Admirable results which in the name of humanity bring forth the devastation of both Serbia and Kosovo, hordes of refuges with nowhere to go and even less to go back to, hatred further rooted for decades to come, more military expenditures--that is more canons and less butter, huge reconstruction needs that will be forgotten as soon as the next crisis comes to the forefront or the western economies take a dive, a totally balkanized Balkans, ethnically and religiously partitioned, under the protection of NATO, the dangers of a potential nationalistic reaction from Russia.

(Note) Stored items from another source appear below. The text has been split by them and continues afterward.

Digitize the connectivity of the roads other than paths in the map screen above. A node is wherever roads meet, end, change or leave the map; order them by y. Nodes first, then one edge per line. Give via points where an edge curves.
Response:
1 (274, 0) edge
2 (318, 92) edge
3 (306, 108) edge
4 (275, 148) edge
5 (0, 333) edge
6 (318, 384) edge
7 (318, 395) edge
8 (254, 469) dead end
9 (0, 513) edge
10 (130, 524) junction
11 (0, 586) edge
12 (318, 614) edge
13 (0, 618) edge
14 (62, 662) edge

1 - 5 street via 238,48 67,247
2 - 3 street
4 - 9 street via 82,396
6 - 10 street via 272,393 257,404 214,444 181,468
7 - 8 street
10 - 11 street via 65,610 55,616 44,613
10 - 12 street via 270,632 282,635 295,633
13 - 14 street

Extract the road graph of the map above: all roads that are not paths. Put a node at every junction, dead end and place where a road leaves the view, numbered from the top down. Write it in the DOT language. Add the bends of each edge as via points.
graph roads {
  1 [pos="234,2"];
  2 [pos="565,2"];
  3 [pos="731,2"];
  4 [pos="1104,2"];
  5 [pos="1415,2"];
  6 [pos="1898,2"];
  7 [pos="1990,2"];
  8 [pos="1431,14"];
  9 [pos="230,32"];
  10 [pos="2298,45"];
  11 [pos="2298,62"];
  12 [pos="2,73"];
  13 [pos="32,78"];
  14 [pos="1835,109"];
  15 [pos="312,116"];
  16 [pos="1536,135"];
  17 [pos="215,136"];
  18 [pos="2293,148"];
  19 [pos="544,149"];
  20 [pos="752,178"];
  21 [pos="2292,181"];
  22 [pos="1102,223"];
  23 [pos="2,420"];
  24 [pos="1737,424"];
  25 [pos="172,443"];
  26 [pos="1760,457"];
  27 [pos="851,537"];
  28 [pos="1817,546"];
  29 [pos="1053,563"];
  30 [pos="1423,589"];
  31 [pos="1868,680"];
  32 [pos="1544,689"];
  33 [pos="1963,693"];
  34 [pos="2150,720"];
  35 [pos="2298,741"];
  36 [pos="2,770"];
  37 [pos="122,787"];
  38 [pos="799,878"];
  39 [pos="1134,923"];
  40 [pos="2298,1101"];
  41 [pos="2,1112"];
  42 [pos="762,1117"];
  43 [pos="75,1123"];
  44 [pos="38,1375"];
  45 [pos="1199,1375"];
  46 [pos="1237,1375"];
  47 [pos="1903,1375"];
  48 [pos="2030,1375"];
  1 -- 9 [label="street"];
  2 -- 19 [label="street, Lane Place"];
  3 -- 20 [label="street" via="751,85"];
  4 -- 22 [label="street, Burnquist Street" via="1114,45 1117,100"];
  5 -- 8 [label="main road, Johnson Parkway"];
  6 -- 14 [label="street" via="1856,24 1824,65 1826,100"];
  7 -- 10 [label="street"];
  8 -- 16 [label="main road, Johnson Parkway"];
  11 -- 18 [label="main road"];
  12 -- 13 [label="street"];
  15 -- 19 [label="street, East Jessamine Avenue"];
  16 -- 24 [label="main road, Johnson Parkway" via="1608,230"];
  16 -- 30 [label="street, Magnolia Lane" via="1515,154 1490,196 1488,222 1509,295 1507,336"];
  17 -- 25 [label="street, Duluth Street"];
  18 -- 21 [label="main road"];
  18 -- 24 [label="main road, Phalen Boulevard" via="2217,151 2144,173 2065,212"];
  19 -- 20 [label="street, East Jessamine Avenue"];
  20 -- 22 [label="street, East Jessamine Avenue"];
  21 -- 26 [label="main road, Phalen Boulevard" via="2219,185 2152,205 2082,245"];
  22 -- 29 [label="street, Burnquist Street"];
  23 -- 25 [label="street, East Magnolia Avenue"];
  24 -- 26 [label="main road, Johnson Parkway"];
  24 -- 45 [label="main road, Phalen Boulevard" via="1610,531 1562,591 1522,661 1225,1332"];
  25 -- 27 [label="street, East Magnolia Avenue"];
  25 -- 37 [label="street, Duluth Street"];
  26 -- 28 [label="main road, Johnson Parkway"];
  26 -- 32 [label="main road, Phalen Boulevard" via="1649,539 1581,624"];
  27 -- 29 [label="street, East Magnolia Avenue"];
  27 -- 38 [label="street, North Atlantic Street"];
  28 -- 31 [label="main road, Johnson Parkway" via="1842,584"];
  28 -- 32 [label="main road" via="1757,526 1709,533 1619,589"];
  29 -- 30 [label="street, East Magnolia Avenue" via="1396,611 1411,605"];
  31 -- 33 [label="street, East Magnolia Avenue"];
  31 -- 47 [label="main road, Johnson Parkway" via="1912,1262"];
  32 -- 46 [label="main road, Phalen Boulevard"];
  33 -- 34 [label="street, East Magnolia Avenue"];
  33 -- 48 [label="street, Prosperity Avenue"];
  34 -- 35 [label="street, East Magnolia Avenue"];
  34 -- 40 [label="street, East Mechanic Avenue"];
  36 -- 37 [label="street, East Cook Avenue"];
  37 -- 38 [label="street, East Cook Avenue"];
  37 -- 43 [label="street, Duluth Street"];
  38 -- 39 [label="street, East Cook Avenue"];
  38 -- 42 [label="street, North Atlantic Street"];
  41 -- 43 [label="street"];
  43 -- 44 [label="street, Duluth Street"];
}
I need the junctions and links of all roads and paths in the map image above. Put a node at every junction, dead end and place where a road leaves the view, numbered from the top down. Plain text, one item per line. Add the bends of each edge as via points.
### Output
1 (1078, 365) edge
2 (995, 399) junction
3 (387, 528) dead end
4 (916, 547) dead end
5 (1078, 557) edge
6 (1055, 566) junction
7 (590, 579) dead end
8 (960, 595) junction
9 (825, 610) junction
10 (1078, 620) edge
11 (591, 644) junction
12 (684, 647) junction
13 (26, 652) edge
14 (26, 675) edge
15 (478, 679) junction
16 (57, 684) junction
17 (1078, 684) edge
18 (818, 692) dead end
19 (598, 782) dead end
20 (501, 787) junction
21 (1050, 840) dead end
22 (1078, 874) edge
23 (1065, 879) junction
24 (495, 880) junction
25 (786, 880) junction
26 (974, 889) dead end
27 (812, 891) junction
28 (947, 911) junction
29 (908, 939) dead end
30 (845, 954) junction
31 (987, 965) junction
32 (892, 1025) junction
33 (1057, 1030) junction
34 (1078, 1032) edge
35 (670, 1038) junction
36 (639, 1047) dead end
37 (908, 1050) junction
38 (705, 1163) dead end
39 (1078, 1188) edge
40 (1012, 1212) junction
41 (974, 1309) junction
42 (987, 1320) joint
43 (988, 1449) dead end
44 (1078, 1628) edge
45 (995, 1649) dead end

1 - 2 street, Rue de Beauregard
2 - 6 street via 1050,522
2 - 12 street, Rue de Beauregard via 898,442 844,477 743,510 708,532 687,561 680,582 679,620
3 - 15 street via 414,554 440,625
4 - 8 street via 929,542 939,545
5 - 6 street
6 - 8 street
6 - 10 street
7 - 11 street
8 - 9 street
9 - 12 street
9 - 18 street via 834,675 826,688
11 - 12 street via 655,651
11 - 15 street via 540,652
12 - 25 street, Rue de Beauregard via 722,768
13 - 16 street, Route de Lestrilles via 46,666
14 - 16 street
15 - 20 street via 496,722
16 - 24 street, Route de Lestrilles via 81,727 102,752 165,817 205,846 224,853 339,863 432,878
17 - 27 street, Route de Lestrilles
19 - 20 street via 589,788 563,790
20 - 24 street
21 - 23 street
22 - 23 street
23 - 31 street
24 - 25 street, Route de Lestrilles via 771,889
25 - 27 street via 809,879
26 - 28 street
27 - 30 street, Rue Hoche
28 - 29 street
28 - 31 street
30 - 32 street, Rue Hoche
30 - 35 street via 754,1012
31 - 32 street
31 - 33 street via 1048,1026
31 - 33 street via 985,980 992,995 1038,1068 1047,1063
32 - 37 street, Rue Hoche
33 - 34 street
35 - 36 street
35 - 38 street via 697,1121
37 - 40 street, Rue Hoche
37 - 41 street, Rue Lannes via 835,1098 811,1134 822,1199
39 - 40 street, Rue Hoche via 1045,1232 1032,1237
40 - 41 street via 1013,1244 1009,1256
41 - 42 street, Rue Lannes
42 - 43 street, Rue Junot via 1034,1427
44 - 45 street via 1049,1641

Note for those who may feel distressed by this commentator's apparent disregard for the human tragedy occurring in Kosovo: Where were you during the Rwandan genocide? Why don't you take a stand in Sudan where close to 2 million people have been killed in the past 16 years, where over 2.5 million are presently facing starvation and millions more have been displaced? What do you say and do about the Kurds, and the Palestinians, and the East-Timoreses, and, and, and? Mr. L. Eagleburger, the former Secretary of State under the Bush Administration, commented a couple of weeks ago that in the back of his neck he felt a sense of racism surrounding this entire operation (regretfully, I do not have his exact quote) inferring that the main reason the Western Powers were embarked in the current conflict was due to color and geography. In a world where we can proclaim the end of history one day, where it can depend on what the meaning of "is" is the next day, where our idea of freedom is to have metal detectors and armed guards in our schools, don't you think it's about time to start looking at our repeated asinine behaviors?